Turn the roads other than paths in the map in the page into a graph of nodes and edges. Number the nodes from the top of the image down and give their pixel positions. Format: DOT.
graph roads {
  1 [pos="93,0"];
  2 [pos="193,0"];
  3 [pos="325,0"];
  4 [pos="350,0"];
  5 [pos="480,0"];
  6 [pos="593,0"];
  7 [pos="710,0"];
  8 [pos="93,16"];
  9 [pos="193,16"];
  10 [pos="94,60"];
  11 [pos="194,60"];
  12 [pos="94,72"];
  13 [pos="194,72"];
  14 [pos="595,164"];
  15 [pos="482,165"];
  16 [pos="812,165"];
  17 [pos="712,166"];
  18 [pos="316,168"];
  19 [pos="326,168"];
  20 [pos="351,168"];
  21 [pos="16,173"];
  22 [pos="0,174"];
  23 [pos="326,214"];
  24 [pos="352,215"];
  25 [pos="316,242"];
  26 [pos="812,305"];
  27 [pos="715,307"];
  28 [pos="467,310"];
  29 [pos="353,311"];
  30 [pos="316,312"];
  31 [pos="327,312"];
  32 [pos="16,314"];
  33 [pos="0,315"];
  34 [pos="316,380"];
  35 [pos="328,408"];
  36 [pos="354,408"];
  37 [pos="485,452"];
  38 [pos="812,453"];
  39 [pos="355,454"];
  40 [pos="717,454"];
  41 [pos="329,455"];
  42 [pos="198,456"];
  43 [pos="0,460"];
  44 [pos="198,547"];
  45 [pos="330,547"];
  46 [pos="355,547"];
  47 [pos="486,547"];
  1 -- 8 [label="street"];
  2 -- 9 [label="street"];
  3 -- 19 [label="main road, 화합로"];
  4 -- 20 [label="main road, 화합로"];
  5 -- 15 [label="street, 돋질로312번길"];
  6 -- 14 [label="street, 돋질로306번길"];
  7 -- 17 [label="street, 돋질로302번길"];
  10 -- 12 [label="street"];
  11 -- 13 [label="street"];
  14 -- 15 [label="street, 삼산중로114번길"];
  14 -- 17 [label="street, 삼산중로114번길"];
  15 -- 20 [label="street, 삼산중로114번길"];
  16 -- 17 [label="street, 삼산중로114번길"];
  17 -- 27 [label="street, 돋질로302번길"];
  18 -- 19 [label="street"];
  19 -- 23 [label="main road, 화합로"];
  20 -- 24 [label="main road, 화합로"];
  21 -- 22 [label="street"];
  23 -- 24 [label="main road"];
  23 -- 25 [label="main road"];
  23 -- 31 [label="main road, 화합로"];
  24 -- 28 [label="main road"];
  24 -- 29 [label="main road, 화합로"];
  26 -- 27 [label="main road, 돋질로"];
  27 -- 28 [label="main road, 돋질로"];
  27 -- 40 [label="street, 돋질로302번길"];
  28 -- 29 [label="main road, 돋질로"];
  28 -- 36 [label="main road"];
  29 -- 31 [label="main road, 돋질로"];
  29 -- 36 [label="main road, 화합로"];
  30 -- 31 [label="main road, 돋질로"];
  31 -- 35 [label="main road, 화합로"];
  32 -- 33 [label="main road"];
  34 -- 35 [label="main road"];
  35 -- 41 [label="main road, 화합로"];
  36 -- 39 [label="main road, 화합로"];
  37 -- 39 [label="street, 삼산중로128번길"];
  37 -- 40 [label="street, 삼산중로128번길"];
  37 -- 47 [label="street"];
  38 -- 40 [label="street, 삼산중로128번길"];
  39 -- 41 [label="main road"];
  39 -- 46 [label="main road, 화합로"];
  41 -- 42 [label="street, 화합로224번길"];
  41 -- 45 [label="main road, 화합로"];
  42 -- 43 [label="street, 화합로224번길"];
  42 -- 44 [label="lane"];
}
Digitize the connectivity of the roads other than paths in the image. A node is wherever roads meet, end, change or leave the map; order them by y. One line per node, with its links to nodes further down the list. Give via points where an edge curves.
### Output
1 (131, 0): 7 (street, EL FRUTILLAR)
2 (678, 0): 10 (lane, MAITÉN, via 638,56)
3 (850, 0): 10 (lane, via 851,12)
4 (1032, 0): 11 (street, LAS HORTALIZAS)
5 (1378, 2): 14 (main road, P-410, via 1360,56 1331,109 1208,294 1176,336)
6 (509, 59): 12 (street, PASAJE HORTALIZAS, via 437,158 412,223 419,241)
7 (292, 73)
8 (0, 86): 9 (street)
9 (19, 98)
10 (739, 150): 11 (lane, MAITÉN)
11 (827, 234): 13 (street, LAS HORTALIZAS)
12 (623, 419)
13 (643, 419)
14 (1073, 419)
===
◆ **Work task**
Copy out every line of the data that includes "paths".

◆ **Exercise answer**
Turn the roads other than paths in the map in the page into a graph of nodes and edges. Number the nodes from the top of the image down and give their pixel positions. Format: DOT.
Digitize the connectivity of the roads other than paths in the image. A node is wherever roads meet, end, change or leave the map; order them by y. One line per node, with its links to nodes further down the list. Give via points where an edge curves.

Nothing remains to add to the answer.